Training

class neer_match_utilities.training.Training(similarity_map, df_left=Empty DataFrame Columns: [] Index: [], df_right=Empty DataFrame Columns: [] Index: [], id_left='id', id_right='id')[source]

A class for managing and evaluating training processes, including reordering matches, evaluating performance metrics, and exporting models.

Inherits:

SuperClass : Base class providing shared attributes and methods.

evaluate_dataframe(evaluation_test, evaluation_train)[source]

Combines and evaluates test and training performance metrics.

Parameters:
  • evaluation_test (dict) – Dictionary containing performance metrics for the test dataset.

  • evaluation_train (dict) – Dictionary containing performance metrics for the training dataset.

Returns:

A DataFrame with accuracy, precision, recall, F-score, and a timestamp for both test and training datasets.

Return type:

pd.DataFrame

matches_reorder(matches, matches_id_left, matches_id_right)[source]

Reorders a matches DataFrame to include indices from the left and right DataFrames instead of their original IDs.

Parameters:
  • matches (pd.DataFrame) – DataFrame containing matching pairs.

  • matches_id_left (str) – Column name in the matches DataFrame corresponding to the left IDs.

  • matches_id_right (str) – Column name in the matches DataFrame corresponding to the right IDs.

Returns:

A DataFrame with columns left and right, representing the indices of matching pairs in the left and right DataFrames.

Return type:

pd.DataFrame

performance_statistics_export(model, model_name, target_directory, evaluation_train={}, evaluation_test={})[source]

Exports the trained model, similarity map, and evaluation metrics to the specified directory.

Parameters:

modelModel object

The trained model to export.

model_namestr

Name of the model to use as the export directory name.

target_directoryPath

The target directory where the model will be exported.

evaluation_traindict, optional

Performance metrics for the training dataset (default is {}).

evaluation_testdict, optional

Performance metrics for the test dataset (default is {}).

Returns:

: None

Notes:

  • The method creates a subdirectory named after model_name inside target_directory.

  • If evaluation_train and evaluation_test are provided, their metrics are saved as a CSV file.

  • Similarity maps are serialized using dill and saved in the export directory.

neer_match_utilities.training.focal_loss(alpha=0.25, gamma=2.0)[source]

Focal Loss function for binary classification tasks.

Focal Loss is designed to address class imbalance by assigning higher weights to the minority class and focusing the model’s learning on hard-to-classify examples. It reduces the loss contribution from well-classified examples, making it particularly effective for imbalanced datasets.

Parameters:
  • alpha (float, optional, default=0.25) –

    Weighting factor for the positive class (minority class).

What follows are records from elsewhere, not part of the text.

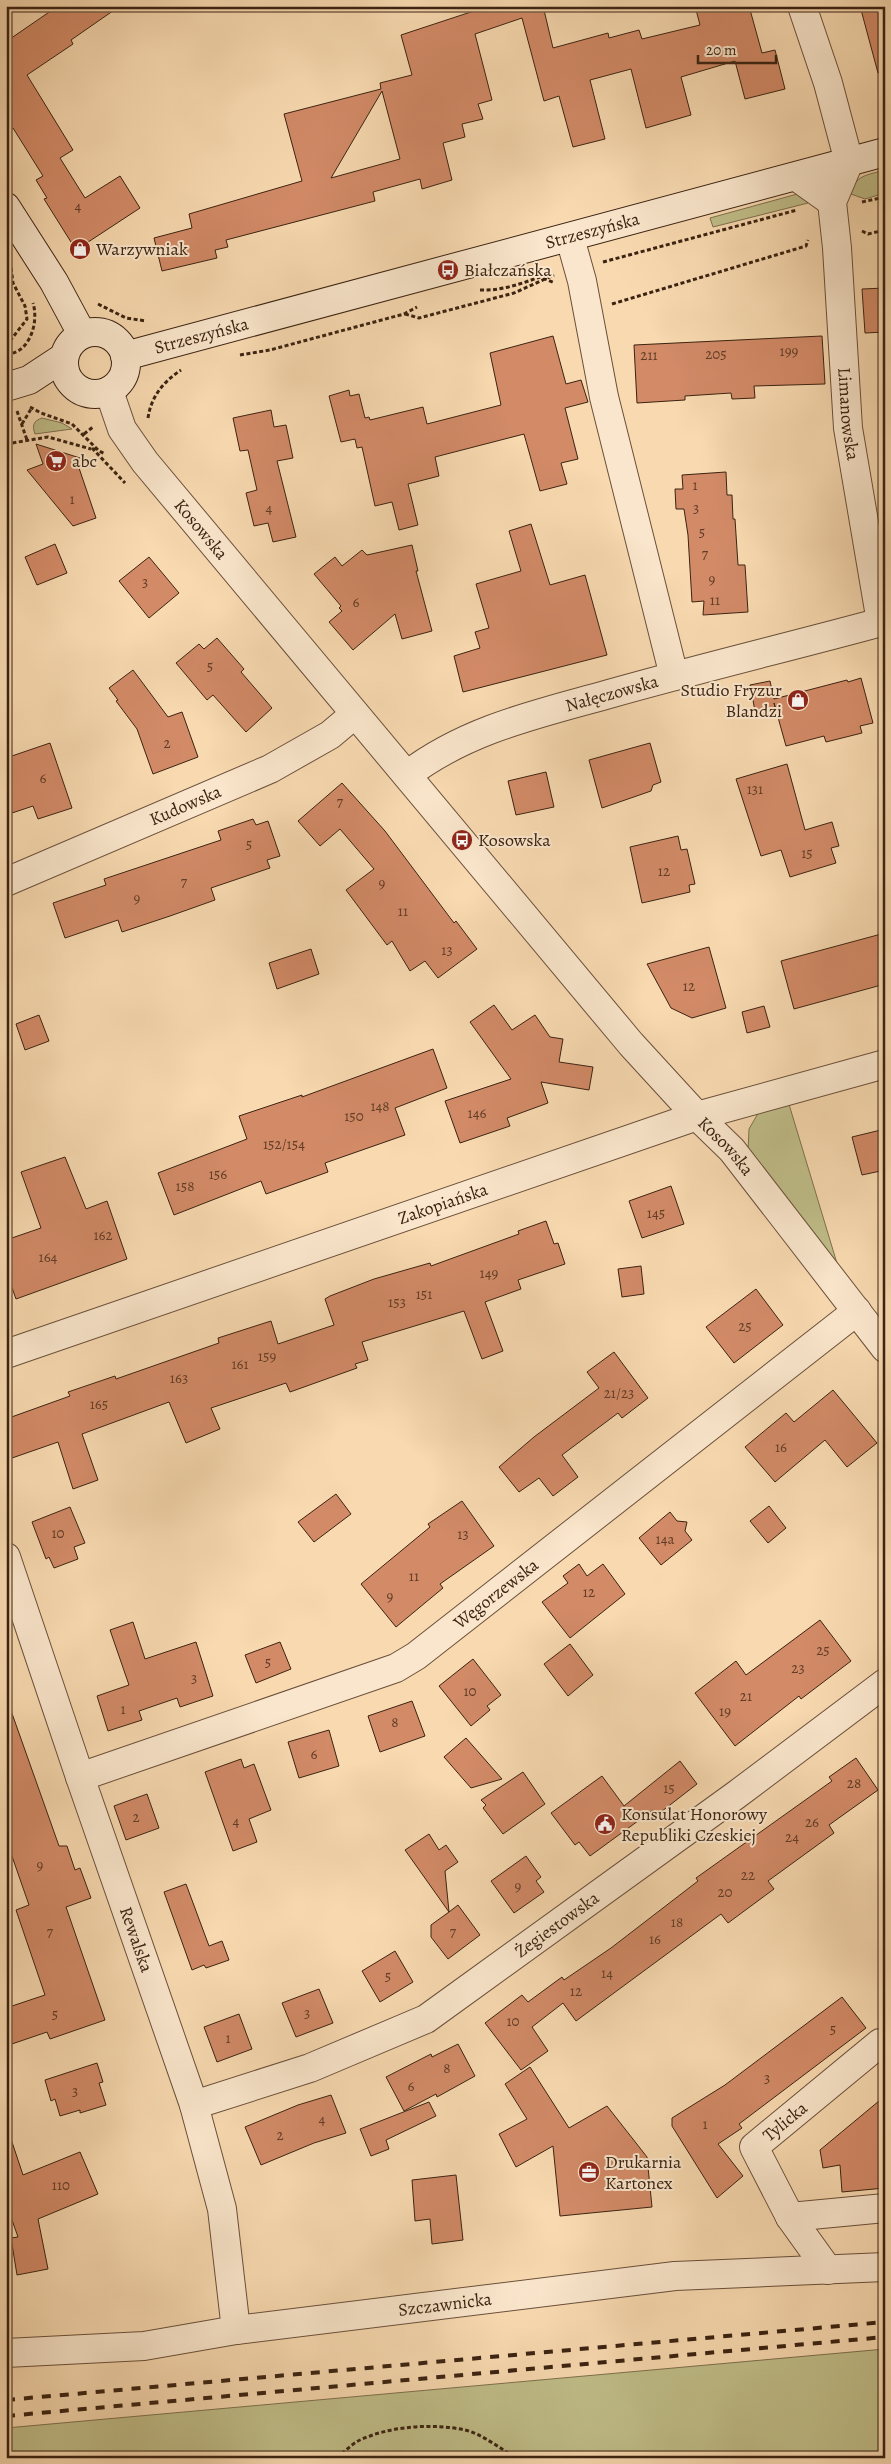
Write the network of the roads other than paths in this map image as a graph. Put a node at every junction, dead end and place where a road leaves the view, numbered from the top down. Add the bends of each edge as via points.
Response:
1 (802, 6) edge
2 (885, 152) edge
3 (849, 162) junction
4 (797, 177) junction
5 (6, 207) edge
6 (832, 208) junction
7 (570, 238) junction
8 (82, 334) junction
9 (125, 356) junction
10 (64, 357) junction
11 (77, 390) junction
12 (109, 392) junction
13 (20, 394) edge
14 (883, 621) edge
15 (674, 676) junction
16 (355, 714) junction
17 (407, 775) junction
18 (6, 882) edge
19 (885, 1064) edge
20 (697, 1116) junction
21 (857, 1311) junction
22 (885, 1348) edge
23 (6, 1354) edge
24 (6, 1557) edge
25 (885, 1683) edge
26 (80, 1778) junction
27 (880, 2043) dead end
28 (194, 2105) junction
29 (885, 2208) edge
30 (790, 2217) junction
31 (885, 2267) edge
32 (828, 2270) junction
33 (236, 2330) junction
34 (6, 2353) edge

1 - 3 street via 828,83
2 - 3 street, Strzeszyńska
3 - 4 street, Strzeszyńska
3 - 6 street, Limanowska
4 - 6 street
4 - 7 street, Strzeszyńska
5 - 8 street via 54,282
6 - 14 street, Limanowska via 848,428
7 - 9 street, Strzeszyńska
7 - 15 street via 582,281 604,397
8 - 9 street via 100,332 110,336 121,346
8 - 10 street via 70,343
9 - 12 street via 123,376
10 - 11 street via 65,375
10 - 13 street
11 - 12 street via 93,395
11 - 13 street
12 - 16 street, Kosowska via 122,430 144,462
14 - 15 street, Nałęczowska
15 - 17 street, Nałęczowska via 499,724 428,759
16 - 17 street, Kosowska
16 - 18 street, Kudowska via 330,735 270,768
17 - 20 street, Kosowska via 625,1037
19 - 20 street, Zakopiańska
20 - 21 street, Kosowska via 732,1150
20 - 23 street, Zakopiańska
21 - 22 street, Kosowska
21 - 26 street, Węgorzewska via 416,1656 396,1668
24 - 26 street, Rewalska
25 - 28 street, Żegiestowska via 736,1795 426,2018 310,2068
26 - 28 street, Rewalska
27 - 30 street, Tylicka via 754,2146
28 - 33 street, Rewalska via 222,2209
29 - 30 street
30 - 32 street, Tylicka
31 - 32 street, Szczawnicka
32 - 33 street, Szczawnicka via 675,2276
33 - 34 street, Szczawnicka via 144,2346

    • Must be in the range [0, 1].

    • A higher value increases the loss contribution from the positive class (underrepresented class) relative to the negative class (overrepresented class).

  • gamma (float, optional, default=2.0) –

    Focusing parameter that reduces the loss contribution from easy examples.

    • gamma = 0: No focusing, equivalent to Weighted Binary Cross-Entropy Loss.

    • gamma > 0: Focuses more on hard-to-classify examples.

    • Larger values emphasize harder examples more strongly.

Returns:

loss – A loss function that computes the focal loss given the true labels (y_true) and predicted probabilities (y_pred).

Return type:

callable

Raises:

ValueError – If alpha is not in the range [0, 1].

Notes

  • The positive class (minority or underrepresented class) is weighted by alpha.

  • The negative class (majority or overrepresented class) is automatically weighted by 1 - alpha.

  • Ensure alpha is set appropriately to reflect the level of imbalance in the dataset.

References

Lin, T.-Y., Goyal, P., Girshick, R., He, K., & Dollár, P. (2017). Focal Loss for Dense Object Detection. In ICCV.

Explanation of Key Terms

  • Positive Class (Underrepresented):

    • Refers to the class with fewer examples in the dataset.

    • Typically weighted by alpha, which should be greater than 0.5 in highly imbalanced datasets.

  • Negative Class (Overrepresented):

    • Refers to the class with more examples in the dataset.

    • Its weight is automatically 1 - alpha.